PENN CIS 625, SPRING 2016: COMPUTATIONAL LEARNING THEORY

Prof. Michael Kearns
mkearns@cis.upenn.edu

Time: Mondays 12-3 PM
Location: 307 Levine

IMPORTANT NOTE: The first course meeting will be on Weds Jan 13 from 12-3, and held in Greenberg Lounge of Skirkanich Hall.

URL for this page:
www.cis.upenn.edu/~mkearns/teaching/COLT

Previous incarnations of this course:
www.cis.upenn.edu/~mkearns/teaching/COLT/colt15.html (with Grigory Yaroslavtsev)
www.cis.upenn.edu/~mkearns/teaching/COLT/colt12.html (with Jake Abernethy)
www.cis.upenn.edu/~mkearns/teaching/COLT/colt08.html (with Koby Crammer)


COURSE DESCRIPTION

This course is an introduction to Computational Learning Theory, a field which attempts to provide algorithmic, complexity-theoretic and probabilistic foundations to modern machine learning and related topics.

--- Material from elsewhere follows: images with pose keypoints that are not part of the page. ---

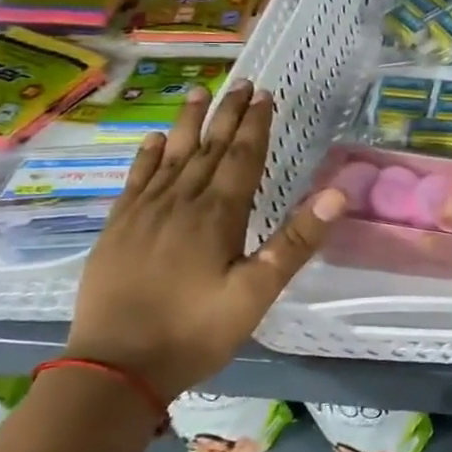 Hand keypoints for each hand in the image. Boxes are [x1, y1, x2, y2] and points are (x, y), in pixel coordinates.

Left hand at [68, 82, 345, 399]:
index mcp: (217, 215)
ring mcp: (143, 214)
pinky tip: (154, 140)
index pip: (242, 157)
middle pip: (208, 148)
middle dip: (227, 114)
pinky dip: (147, 156)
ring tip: (198, 92)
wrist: (114, 369)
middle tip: (240, 83)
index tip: (265, 95)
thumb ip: (296, 240)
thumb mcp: (257, 292)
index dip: (255, 125)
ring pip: (171, 157)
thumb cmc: (195, 332)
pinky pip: (135, 181)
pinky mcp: (118, 230)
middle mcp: (180, 203)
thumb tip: (336, 192)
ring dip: (188, 124) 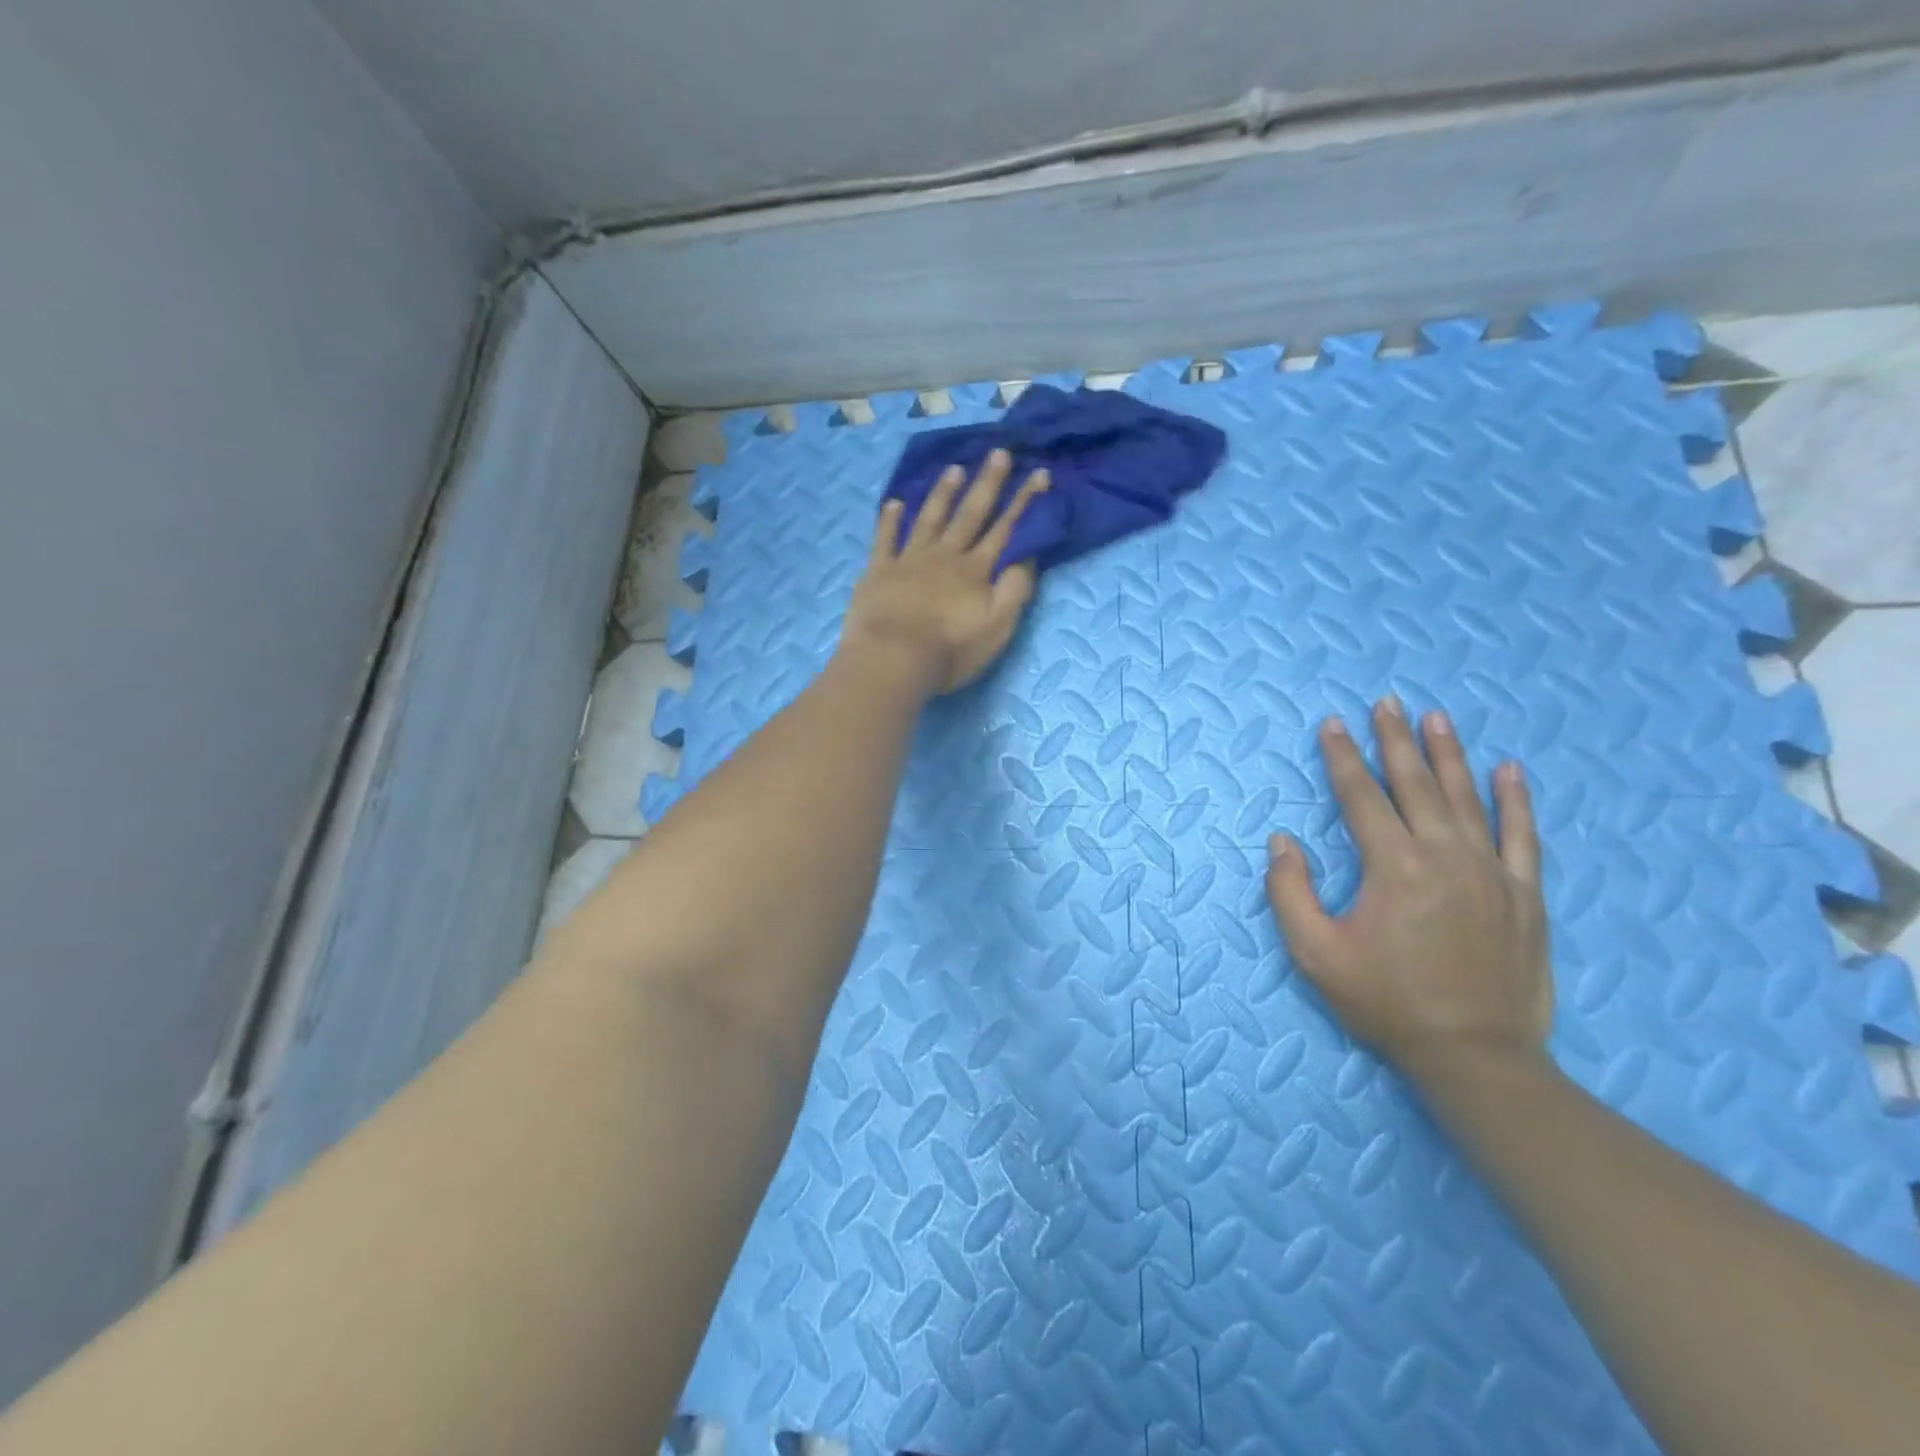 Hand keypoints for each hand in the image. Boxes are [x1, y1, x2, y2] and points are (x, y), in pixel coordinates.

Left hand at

The first part of the course will closely follow portions of An Introduction to Computational Learning Theory, by M. Kearns and U. Vazirani (MIT Press). We will cover perhaps 6 or 7 of the chapters in K&V over (approximately) the first half of the course, often supplementing with additional readings and materials. Copies of K&V will be available at the Penn bookstore. The second portion of the course will focus on a number of models and topics in learning theory and related areas not covered in K&V.

The course will give a broad overview of the kinds of problems and techniques typically studied in Computational Learning Theory, and provide a basic arsenal of powerful mathematical tools for analyzing machine learning problems.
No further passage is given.